Iron and thiols as two major players in carcinogenesis: friends or foes?

Abstract

Iron is the most abundant metal in the human body and mainly works as a cofactor for proteins such as hemoglobin and various enzymes. No independent life forms on earth can survive without iron. However, excess iron is intimately associated with carcinogenesis by increasing oxidative stress via its catalytic activity to generate hydroxyl radicals. Biomolecules with redox-active sulfhydryl function(s) (thiol compounds) are necessary for the maintenance of mildly reductive cellular environments to counteract oxidative stress, and for the execution of redox reactions for metabolism and detoxification. Involvement of glutathione S-transferase and thioredoxin has long attracted the attention of cancer researchers. Here, I update recent findings on the involvement of iron and thiol compounds during carcinogenesis and in cancer cells. It is now recognized that the cystine/glutamate transporter (antiporter) is intimately associated with ferroptosis, an iron-dependent, non-apoptotic form of cell death, observed in cancer cells, and also with cancer stem cells; the former with transporter blockage but the latter with its stabilization. Excess iron in the presence of oxygen appears the most common known mutagen. Ironically, the persistent activation of antioxidant systems via genetic alterations in Nrf2 and Keap1 also contributes to carcinogenesis. Therefore, it is difficult to conclude the role of iron and thiol compounds as friends or foes, which depends on the quantity/distribution and induction/flexibility, respectively. Avoiding further mutation would be the most helpful strategy for cancer prevention, and myriad of efforts are being made to sort out the weaknesses of cancer cells.

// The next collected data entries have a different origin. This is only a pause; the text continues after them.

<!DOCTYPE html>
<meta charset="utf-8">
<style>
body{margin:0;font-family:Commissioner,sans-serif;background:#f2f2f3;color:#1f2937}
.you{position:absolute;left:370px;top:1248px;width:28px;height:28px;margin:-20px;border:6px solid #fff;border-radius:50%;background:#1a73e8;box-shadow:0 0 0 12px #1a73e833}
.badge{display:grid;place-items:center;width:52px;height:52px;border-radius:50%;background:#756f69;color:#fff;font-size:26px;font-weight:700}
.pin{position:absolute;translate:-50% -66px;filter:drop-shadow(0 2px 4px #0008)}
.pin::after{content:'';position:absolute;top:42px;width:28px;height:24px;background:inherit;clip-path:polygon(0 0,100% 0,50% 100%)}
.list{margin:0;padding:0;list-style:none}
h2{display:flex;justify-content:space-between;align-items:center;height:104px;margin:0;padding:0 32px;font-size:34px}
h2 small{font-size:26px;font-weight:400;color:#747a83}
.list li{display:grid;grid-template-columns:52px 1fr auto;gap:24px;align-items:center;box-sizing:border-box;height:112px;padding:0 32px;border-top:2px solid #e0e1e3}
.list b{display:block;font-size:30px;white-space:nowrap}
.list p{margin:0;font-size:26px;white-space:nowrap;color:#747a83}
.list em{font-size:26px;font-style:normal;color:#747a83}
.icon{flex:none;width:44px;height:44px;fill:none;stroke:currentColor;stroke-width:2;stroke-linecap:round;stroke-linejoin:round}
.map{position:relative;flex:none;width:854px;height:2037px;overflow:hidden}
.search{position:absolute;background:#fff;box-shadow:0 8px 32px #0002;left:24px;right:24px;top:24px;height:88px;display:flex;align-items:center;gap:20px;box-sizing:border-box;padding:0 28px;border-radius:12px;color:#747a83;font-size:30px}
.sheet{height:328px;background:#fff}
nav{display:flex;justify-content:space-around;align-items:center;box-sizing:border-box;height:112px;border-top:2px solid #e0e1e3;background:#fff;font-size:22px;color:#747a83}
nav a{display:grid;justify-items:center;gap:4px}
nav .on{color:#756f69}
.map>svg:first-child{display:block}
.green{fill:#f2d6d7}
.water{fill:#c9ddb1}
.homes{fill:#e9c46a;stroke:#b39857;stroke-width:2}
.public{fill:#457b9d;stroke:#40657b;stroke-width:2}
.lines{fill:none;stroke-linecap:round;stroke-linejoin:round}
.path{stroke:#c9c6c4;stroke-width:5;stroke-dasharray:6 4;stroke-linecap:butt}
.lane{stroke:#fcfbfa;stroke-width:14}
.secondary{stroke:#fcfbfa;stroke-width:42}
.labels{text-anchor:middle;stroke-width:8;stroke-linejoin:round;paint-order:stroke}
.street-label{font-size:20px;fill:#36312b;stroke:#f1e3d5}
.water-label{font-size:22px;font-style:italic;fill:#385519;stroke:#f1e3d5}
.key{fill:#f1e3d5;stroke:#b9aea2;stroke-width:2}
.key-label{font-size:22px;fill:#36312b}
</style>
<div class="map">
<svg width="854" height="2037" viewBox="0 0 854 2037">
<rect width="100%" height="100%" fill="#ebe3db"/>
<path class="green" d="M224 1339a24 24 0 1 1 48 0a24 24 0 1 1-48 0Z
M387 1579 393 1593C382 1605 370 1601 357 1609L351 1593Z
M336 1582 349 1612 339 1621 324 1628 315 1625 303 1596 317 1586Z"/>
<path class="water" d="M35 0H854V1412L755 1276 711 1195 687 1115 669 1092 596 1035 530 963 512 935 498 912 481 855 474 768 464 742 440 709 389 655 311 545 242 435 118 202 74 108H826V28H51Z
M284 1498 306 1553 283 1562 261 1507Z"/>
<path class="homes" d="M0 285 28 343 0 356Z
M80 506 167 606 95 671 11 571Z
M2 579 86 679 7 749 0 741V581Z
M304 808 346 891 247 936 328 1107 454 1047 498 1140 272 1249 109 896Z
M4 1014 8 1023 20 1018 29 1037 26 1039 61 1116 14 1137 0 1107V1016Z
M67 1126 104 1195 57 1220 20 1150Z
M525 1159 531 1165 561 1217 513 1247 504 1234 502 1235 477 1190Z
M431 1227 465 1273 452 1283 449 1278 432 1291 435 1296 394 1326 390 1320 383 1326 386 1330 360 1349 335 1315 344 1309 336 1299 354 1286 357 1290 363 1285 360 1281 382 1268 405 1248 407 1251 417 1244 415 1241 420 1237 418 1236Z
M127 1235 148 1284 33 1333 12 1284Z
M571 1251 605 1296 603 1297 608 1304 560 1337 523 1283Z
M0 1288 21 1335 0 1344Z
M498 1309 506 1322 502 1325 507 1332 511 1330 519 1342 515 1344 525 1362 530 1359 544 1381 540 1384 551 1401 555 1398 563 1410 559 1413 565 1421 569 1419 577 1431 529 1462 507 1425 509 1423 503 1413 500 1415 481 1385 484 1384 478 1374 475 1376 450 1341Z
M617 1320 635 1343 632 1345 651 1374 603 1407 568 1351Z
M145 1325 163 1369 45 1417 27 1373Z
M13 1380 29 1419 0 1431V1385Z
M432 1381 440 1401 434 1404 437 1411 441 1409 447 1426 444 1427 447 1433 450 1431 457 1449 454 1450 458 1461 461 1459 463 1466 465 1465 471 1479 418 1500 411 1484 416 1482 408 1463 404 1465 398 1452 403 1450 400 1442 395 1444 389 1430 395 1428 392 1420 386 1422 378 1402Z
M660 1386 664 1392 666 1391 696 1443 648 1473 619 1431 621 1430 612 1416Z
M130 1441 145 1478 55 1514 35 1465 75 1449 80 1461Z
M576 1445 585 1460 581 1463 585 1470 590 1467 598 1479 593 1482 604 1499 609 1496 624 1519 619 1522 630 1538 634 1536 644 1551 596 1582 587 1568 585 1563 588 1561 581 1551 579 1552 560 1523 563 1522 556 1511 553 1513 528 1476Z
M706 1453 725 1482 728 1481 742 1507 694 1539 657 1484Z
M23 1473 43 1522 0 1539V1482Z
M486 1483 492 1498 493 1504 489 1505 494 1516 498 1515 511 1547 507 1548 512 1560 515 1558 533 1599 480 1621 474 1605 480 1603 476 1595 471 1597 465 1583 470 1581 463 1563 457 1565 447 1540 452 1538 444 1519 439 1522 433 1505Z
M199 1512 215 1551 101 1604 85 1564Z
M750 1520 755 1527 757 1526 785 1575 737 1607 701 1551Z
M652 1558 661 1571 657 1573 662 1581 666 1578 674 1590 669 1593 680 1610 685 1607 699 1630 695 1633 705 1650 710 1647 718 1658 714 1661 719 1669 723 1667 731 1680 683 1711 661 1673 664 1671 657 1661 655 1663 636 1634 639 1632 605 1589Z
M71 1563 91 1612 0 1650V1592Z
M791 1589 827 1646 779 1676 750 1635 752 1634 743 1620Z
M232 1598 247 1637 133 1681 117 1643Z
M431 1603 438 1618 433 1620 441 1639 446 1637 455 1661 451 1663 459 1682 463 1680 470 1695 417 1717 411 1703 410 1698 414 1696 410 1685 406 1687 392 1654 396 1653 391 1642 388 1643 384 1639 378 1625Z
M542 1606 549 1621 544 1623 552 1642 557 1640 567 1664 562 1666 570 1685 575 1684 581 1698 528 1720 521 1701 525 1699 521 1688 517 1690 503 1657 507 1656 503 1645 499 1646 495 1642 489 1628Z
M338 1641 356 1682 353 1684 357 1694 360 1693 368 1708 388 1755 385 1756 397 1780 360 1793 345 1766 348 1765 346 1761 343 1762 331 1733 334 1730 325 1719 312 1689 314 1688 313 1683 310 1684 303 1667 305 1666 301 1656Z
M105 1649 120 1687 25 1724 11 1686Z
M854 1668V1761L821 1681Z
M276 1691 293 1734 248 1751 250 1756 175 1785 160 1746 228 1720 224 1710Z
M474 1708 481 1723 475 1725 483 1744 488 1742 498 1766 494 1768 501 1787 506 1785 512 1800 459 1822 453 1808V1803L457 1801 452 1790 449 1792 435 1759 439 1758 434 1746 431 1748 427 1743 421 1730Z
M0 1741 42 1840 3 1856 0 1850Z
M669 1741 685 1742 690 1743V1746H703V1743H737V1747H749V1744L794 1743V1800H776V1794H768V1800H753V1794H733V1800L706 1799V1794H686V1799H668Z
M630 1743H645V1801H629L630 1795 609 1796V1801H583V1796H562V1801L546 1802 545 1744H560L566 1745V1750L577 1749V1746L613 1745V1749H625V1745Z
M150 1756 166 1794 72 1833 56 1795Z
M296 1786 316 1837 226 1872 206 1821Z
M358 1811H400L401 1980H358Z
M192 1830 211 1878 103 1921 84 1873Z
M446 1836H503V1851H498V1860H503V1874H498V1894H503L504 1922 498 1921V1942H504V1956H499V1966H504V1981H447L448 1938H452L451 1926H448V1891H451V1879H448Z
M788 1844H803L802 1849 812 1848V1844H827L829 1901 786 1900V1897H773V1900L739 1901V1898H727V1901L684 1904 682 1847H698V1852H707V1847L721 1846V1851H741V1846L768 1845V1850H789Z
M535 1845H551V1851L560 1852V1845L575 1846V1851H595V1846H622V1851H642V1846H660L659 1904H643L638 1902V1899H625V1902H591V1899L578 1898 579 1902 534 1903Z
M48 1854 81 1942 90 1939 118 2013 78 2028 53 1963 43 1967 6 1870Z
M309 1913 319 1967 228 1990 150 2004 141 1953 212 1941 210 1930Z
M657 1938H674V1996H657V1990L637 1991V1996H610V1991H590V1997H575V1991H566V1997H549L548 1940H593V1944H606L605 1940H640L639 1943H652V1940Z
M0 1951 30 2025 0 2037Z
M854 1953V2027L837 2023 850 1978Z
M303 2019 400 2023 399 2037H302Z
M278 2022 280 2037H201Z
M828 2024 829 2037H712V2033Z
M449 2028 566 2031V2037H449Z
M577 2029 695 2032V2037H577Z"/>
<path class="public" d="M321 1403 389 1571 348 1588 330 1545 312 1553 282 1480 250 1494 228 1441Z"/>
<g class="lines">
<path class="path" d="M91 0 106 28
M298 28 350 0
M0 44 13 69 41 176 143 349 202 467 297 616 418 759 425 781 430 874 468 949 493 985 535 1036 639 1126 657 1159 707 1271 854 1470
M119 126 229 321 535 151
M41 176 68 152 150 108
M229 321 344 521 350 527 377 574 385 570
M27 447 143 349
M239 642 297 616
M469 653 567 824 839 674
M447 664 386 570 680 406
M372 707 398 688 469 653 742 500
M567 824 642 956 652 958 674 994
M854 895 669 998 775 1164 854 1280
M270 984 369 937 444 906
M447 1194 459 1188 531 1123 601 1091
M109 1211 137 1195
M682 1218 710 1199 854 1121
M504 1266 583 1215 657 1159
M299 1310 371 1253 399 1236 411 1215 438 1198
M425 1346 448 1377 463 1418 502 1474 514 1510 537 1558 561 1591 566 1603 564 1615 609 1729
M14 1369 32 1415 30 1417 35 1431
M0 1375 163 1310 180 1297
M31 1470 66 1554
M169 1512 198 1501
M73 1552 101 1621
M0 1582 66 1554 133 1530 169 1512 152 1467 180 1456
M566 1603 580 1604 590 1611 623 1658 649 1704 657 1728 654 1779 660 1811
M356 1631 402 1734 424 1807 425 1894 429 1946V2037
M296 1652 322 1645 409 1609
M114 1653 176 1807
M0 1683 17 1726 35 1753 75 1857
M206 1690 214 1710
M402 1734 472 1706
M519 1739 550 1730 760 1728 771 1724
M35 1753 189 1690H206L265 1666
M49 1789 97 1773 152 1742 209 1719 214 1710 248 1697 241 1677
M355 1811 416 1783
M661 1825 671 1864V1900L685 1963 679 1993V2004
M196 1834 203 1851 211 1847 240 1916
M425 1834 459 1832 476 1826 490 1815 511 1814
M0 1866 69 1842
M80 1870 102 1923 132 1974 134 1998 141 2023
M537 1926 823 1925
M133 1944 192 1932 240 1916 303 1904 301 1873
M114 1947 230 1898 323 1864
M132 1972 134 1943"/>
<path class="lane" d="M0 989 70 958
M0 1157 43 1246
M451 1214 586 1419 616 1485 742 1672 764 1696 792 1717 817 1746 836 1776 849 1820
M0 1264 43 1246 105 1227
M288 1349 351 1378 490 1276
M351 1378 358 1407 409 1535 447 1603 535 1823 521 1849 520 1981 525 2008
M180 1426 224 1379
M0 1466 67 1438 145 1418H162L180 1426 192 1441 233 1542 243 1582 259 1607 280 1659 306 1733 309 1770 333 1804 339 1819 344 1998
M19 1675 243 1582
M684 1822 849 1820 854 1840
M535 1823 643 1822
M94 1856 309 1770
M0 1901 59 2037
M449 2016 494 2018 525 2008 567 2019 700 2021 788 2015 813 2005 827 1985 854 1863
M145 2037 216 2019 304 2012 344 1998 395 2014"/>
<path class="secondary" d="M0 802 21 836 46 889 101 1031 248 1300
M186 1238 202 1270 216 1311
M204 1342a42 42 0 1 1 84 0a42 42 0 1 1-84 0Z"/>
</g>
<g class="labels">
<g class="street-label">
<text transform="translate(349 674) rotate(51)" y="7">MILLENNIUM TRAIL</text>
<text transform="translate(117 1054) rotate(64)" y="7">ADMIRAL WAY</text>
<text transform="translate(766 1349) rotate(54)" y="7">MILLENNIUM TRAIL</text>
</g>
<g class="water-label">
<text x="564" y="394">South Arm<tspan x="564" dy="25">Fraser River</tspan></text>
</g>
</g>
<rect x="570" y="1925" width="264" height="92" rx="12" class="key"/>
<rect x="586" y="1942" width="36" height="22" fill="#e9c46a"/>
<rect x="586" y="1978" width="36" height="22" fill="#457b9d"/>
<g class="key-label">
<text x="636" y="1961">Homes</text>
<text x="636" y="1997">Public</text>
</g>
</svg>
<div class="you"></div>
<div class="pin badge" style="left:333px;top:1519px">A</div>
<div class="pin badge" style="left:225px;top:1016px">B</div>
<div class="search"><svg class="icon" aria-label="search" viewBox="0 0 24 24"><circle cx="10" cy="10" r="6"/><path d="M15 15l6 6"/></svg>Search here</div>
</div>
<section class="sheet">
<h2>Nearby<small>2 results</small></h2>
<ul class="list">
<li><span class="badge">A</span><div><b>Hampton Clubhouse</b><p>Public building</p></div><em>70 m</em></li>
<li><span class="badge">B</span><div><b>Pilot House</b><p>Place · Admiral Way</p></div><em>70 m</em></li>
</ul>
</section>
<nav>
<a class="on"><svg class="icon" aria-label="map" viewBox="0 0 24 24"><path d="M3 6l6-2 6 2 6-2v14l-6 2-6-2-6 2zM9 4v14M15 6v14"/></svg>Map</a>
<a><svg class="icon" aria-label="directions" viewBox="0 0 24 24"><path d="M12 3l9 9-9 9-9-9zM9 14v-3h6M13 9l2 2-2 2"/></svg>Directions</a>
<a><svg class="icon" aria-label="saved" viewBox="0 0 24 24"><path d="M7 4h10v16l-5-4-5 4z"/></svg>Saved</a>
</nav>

Keywords: Nrf2; cancer stem cell; carcinogenesis; ferroptosis; glutathione; iron; oxidative stress; peroxiredoxins.

Figure 1

Differences between atherosclerosis and carcinogenesis as oxidative stress-induced diseases.

Figure 2

Molecular carcinogenic processes in terms of oxidative stress.

Figure 3

Oxygen as a medium for electron flow and the associated role of catalytic ferrous iron (Fe[II]) toward Fenton reaction. Note that only a small fraction generates hydroxyl radicals (^·OH). Refer to text and Figure 7.

Figure 4

Macroscopic appearance of ferric nitrilotriacetate (Fe-NTA)-induced renal cell carcinoma (interrupted circle; tumor diameter is more than 40 mm). K, normal kidney of the opposite side; L, liver; T, testis.

Figure 5

Molecular mechanism of ferric nitrilotriacetate (Fe-NTA)-induced oxidative damage of renal proximal tubules after a single intraperitoneal injection. This depends on two distinct characteristics of renal proximal tubular lumina: paucity of antioxidattive proteins such as albumin and reductive environment through the presence of L-cysteine with GSH cycles.

Figure 6

Consequences of Fenton reaction in the genome DNA during carcinogenesis. HNE, 4-hydroxy-2-nonenal.

Figure 7

Antagonizing role of iron and thiol compounds. Numerous overlapping mechanisms using thiol compounds exist to decompose hydrogen peroxide to water in order to bypass the generation of hydroxyl radicals. Hydrogen peroxide is now recognized as a signaling molecule whose main regulator is the peroxiredoxin/sulfiredoxin systems, which are at least partially under the control of the Nrf2/Keap1 system. Some cancers hijack Nrf2/Keap1 system with mutation in these genes, which persistently activate antioxidant systems in the cancer cells. Refer to text and Figure 8 for details.

Figure 8

Regulation of Nrf2 transcription machinery through oxidative stress sensor, Keap1, with numerous redox-reactive cysteine residues.

Figure 9

Key role of the cystine/glutamate antiporter in cancer cells. (A) Overexpression of CD44v(8-11) stabilizes the cystine/glutamate antiporter to increase cysteine and glutathione (GSH) in cancer stem cells. (B) Conversely, erastin blocks the cystine/glutamate antiporter, lowers cysteine and finally induces iron-dependent cancer cell death (ferroptosis), which can be blocked with deferoxamine (DFO).